Gilman has worked nine years as chief of staff to District 8 incumbent Councilman Bill Peduto, who ran for mayor rather than seek re-election. Gilman, 30, defeated two political allies — Sam Hens-Greco, with 24 percent of the vote, and, Jeanne Clark, with 16 percent — but he said he expects to continue working with them.
“I feel honored to have run against two great competitors,” Gilman said. “It was a resounding result of the work I've done the past nine years for the district. There's a lot of great things happening in this city and in this district in particular.”
Gilman said during the campaign that he would work to begin a Department of Entrepreneurship and Innovation to help businesses navigate bureaucracy. He said the city should allow developers to file building plans electronically and pay for permits with credit cards.
Gilman will face Republican Mordecai D. Treblow, 83, of Squirrel Hill, who ran unopposed, in November. District 8 represents the city's eastern neighborhoods.
In the District 4 race to represent the city's South Hills neighborhoods, incumbent Natalia Rudiak led in the race for the Democratic nomination with 53 percent of the vote and 96 percent of precincts reporting. Challenger Johnny Lee, a retired postal worker and former high school and college basketball coach, had 47 percent.
The winner will face Samuel J. Hurst, 30, of Brookline, a cab driver and lone Republican candidate, in November.
“I, and my incredible City Council staff, have worked overtime since I was sworn into office almost four years ago to bring new investments to South Pittsburgh and to protect our neighborhoods from crime and neglect,” Rudiak said in a statement.

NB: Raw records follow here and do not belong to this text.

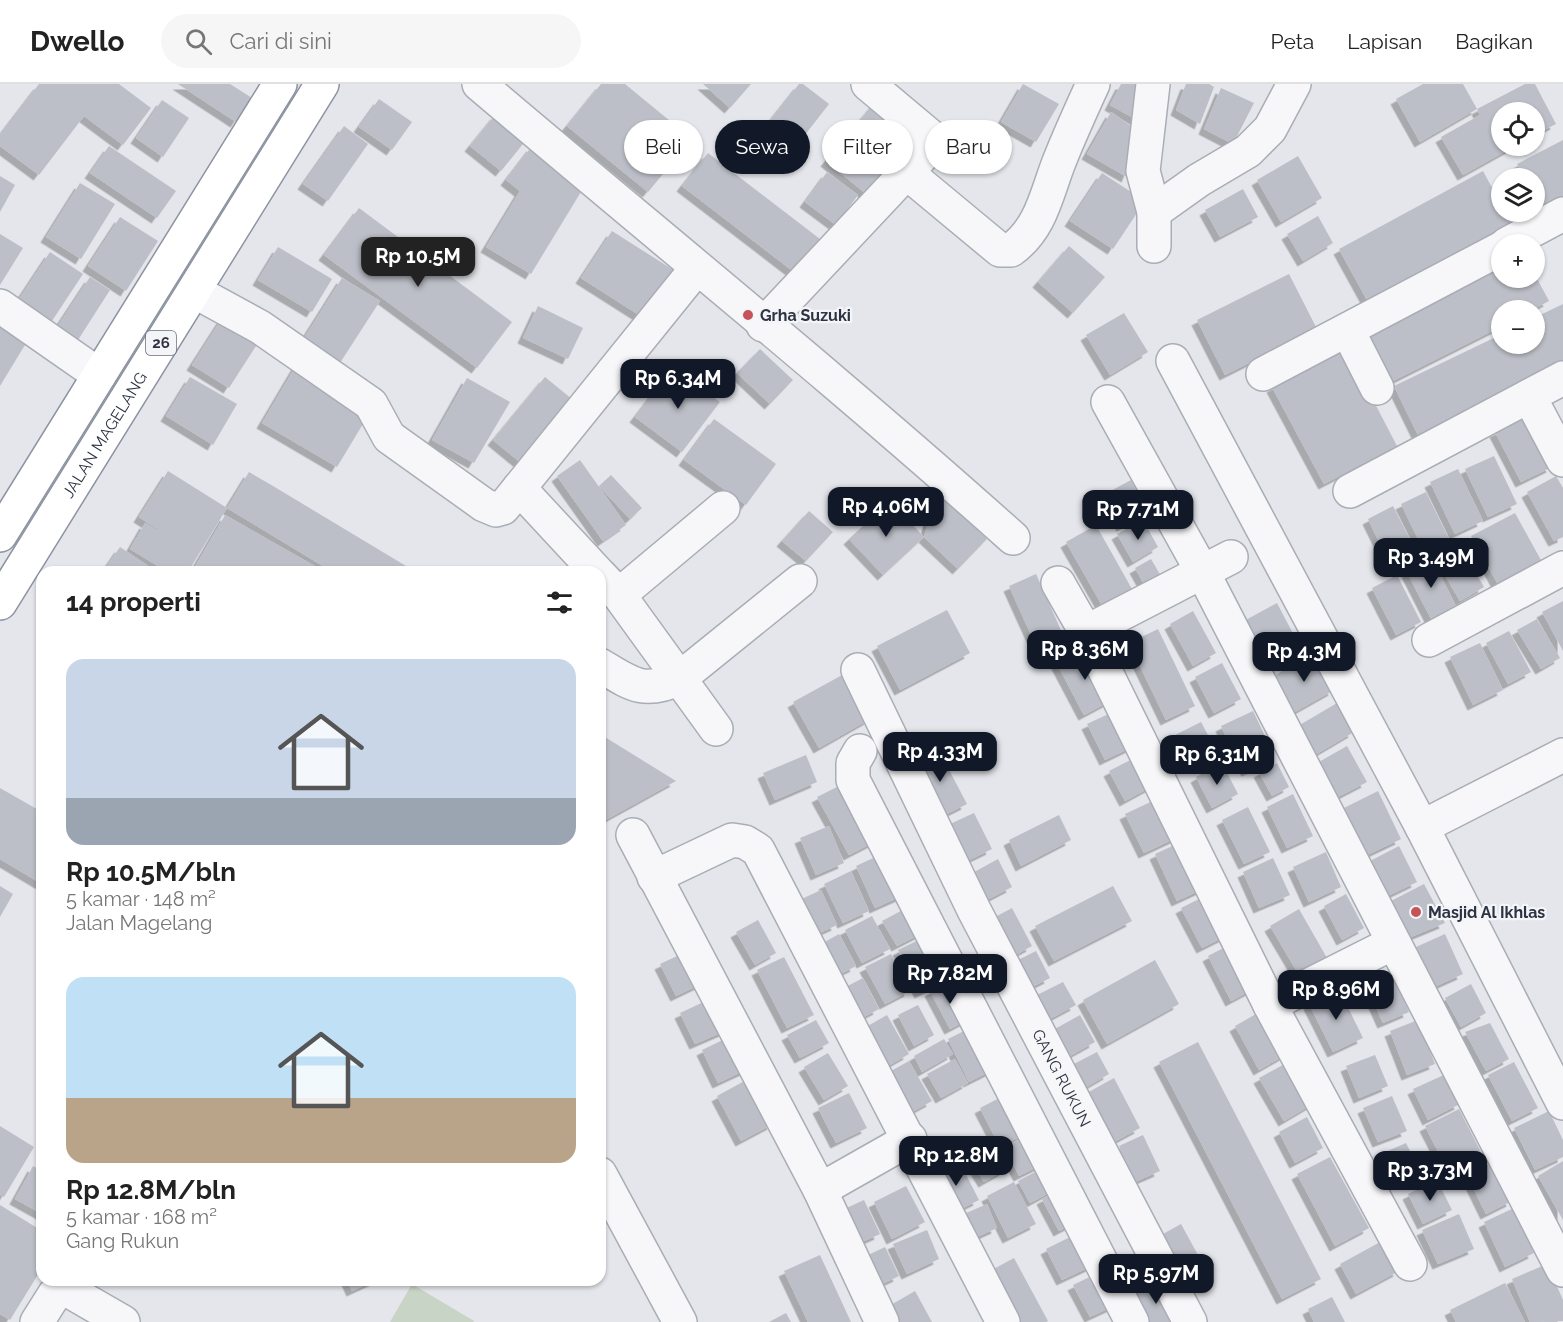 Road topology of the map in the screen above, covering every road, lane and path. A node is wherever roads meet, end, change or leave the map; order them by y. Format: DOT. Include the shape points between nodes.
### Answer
graph roads {
  1 [pos="280,84"];
  2 [pos="322,84"];
  3 [pos="479,84"];
  4 [pos="1093,84"];
  5 [pos="1153,84"];
  6 [pos="1294,84"];
  7 [pos="886,89"];
  8 [pos="913,165"];
  9 [pos="904,174"];
  10 [pos="908,174"];
  11 [pos="1154,212"];
  12 [pos="1563,214"];
  13 [pos="1526,234"];
  14 [pos="1155,246"];
  15 [pos="1491,254"];
  16 [pos="696,269"];
  17 [pos="194,291"];
  18 [pos="0,306"];
  19 [pos="763,325"];
  20 [pos="1348,331"];
  21 [pos="1173,361"];
  22 [pos="1263,374"];
  23 [pos="99,375"];
  24 [pos="1563,378"];
  25 [pos="1377,388"];
  26 [pos="1529,396"];
  27 [pos="1108,402"];
  28 [pos="1563,460"];
  29 [pos="519,488"];
  30 [pos="1350,491"];
  31 [pos="723,508"];
  32 [pos="0,535"];
  33 [pos="1013,538"];
  34 [pos="1231,557"];
  35 [pos="593,566"];
  36 [pos="1563,567"];
  37 [pos="1203,573"];
  38 [pos="606,580"];
  39 [pos="800,580"];
  40 [pos="1058,583"];
  41 [pos="0,603"];
  42 [pos="1086,632"];
  43 [pos="1429,640"];
  44 [pos="606,669"];
  45 [pos="858,670"];
  46 [pos="680,678"];
  47 [pos="716,729"];
  48 [pos="861,751"];
  49 [pos="1563,755"];
  50 [pos="1422,827"];
  51 [pos="633,835"];
  52 [pos="654,877"];
  53 [pos="1393,943"];
  54 [pos="1270,1005"];
  55 [pos="1563,1103"];
  56 [pos="910,1139"];
  57 [pos="606,1185"];
  58 [pos="820,1190"];
  59 [pos="1410,1264"];
  60 [pos="1563,1270"];
  61 [pos="103,1317"];
  62 [pos="37,1322"];
  63 [pos="680,1322"];
  64 [pos="882,1322"];
  65 [pos="1003,1322"];
  66 [pos="1132,1322"];
  67 [pos="1190,1322"];
  1 -- 23 [label="highway, 26"];
  2 -- 17 [label="highway, JALAN MAGELANG / 26"];
  3 -- 16 [label="street"];
  4 -- 10 [label="street" via="1060,159 1046,205 1011,250 1000,250"];
  5 -- 11 [label="street" via="1143,171"];
  6 -- 11 [label="street" via="1270,129 1248,151"];
  7 -- 8 [label="street" via="936,141"];
  9 -- 19 [label="street"];
  11 -- 14 [label="street"];
  12 -- 13 [label="street"];
  15 -- 20 [label="street"];
  16 -- 19 [label="street"];
  16 -- 29 [label="street"];
  17 -- 29 [label="street" via="260,327 371,404 389,437 484,505 496,510 503,508"];
  17 -- 41 [label="highway, JALAN MAGELANG / 26"];
  18 -- 23 [label="street"];
  19 -- 33 [label="street" via="908,444"];
  20 -- 22 [label="street"];
  20 -- 25 [label="street"];
  21 -- 50 [label="street"];
  23 -- 32 [label="highway, 26"];
  24 -- 26 [label="street"];
  26 -- 28 [label="street"];
  26 -- 30 [label="street"];
  27 -- 37 [label="street"];
  29 -- 35 [label="street"];
  31 -- 38 [label="street"];
  34 -- 37 [label="street"];
  36 -- 43 [label="street"];
  37 -- 42 [label="street"];
  37 -- 53 [label="street"];
  38 -- 46 [label="street"];
  39 -- 46 [label="street"];
  40 -- 42 [label="street"];
  42 -- 54 [label="street"];
  44 -- 46 [label="street" via="646,688 661,687"];
  45 -- 67 [label="street, GANG RUKUN" via="974,910"];
  46 -- 47 [label="street"];
  48 -- 66 [label="street" via="853,763 853,780"];
  49 -- 50 [label="street"];
  50 -- 55 [label="street"];
  51 -- 52 [label="street"];
  52 -- 56 [label="street" via="732,840 746,842 758,850"];
  52 -- 58 [label="street"];
  53 -- 54 [label="street"];
  53 -- 60 [label="street"];
  54 -- 59 [label="street"];
  56 -- 58 [label="street"];
  56 -- 65 [label="street"];
  57 -- 63 [label="street"];
  58 -- 64 [label="street"];
  61 -- 62 [label="street" via="64,1288 54,1295"];
}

In District 6, incumbent R. Daniel Lavelle led with 53 percent of the vote and 96 percent of precincts reporting. He defeated former councilwoman Tonya Payne and onetime mayoral candidate Franco “Dok” Harris.
No Republican ran in District 6, which covers Downtown, the Hill District, the North Shore, part of Oakland and Uptown.
“I think it's a testament to what we've been doing over the last four years,” Lavelle, 35, said. “It's a great pleasure to be sent back Downtown to continue building on the tremendous momentum we've built.”
In District 2, representing the West End, Democrat Theresa Smith ran unopposed.
Members of City Council make $61,655 a year and serve four-year terms.